DataThirstLtd / databricks.vsts.tools

VSTS Deployment Tasks for Databricks Objects
MIT License
18 stars 3 forks source link

Swapping line delimiters from UNIX to Windows (probably only when running on windows agent) #41

Open dbeavon opened 3 years ago

dbeavon commented 3 years ago

I'm using this in Azure devops.

https://marketplace.visualstudio.com/items?itemName=DataThirstLtd.databricksDeployScriptsTasks&ssr=false#qna

The task is: DataThirstLtd.databricksDeployScriptsTasks.databricksDeployDBFSFilesTask

When running on a windows agent (we have a large windows -based agent pool) it swaps line delimiters from UNIX to Windows style.

Is this the intention? It is breaking our shell scripts that are being deployed to Azure Databricks.

The workaround for now is to use Az.Databricks in PowerShell for deploying the bash shell scripts, and use the DataThirstLtd for everything else.

simondmorias commented 3 years ago

I took a look into this. The problem seems to stem from this function: https://github.com/DataThirstLtd/azure.databricks.cicd.tools/blob/master/Private/Get-Notebooks.ps1

It rejoins the file based on the OS line ending, so like you suggested this is a Windows only issue. When I run that function in a container it behaves. The problem is the AzDevOps tasks will only work on Windows PowerShell, I'm not sure why this is because our module is fully Core complaint.

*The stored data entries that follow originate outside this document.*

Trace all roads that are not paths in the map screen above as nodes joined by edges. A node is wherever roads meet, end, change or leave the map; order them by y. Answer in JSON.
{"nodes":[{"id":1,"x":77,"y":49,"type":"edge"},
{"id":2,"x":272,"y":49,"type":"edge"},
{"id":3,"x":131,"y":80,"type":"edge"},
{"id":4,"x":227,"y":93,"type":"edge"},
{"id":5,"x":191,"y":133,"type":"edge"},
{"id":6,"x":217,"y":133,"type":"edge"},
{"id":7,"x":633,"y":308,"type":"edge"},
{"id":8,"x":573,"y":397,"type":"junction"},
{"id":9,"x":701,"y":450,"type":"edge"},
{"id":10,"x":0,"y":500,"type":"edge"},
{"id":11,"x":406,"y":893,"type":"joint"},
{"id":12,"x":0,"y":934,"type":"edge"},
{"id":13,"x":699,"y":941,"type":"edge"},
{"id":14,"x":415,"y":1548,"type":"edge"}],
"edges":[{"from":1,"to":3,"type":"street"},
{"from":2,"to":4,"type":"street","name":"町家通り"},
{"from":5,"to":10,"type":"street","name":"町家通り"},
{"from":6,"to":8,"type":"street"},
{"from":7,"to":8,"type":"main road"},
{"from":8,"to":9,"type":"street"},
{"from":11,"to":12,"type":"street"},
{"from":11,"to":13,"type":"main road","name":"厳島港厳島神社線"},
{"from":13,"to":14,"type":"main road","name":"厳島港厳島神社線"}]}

For now the only real workaround I can suggest for you is to use the native PowerShell module and run it on Linux agent. See the Export/Import commands here: https://github.com/DataThirstLtd/azure.databricks.cicd.tools/wiki

dbeavon commented 3 years ago

Thanks for the quick reply.

Just to be clear, you are saying that the "native PowerShell module" can run your custom export/import commands? I wasn't aware that I had access to those outside of a datathirst task. I'm fairly new to devops (and to azure in general)

One challenge for me is that our agent pool is windows-only. It is a private agent pool using VM scalesets and is running within our VNET. I don't currently have access to a Linux agent and I think it would be frowned on if I used a normal devops hosted agent that runs outside of our VNET.

Thanks for clearing this up. I'm still confused why this is treated as a notebook, when I'm using a generic (DBFS) files operations. Perhaps it is too smart and is trying to distinguish all of our ASCII files from other types of files, and then treating the ASCII ones as notebooks...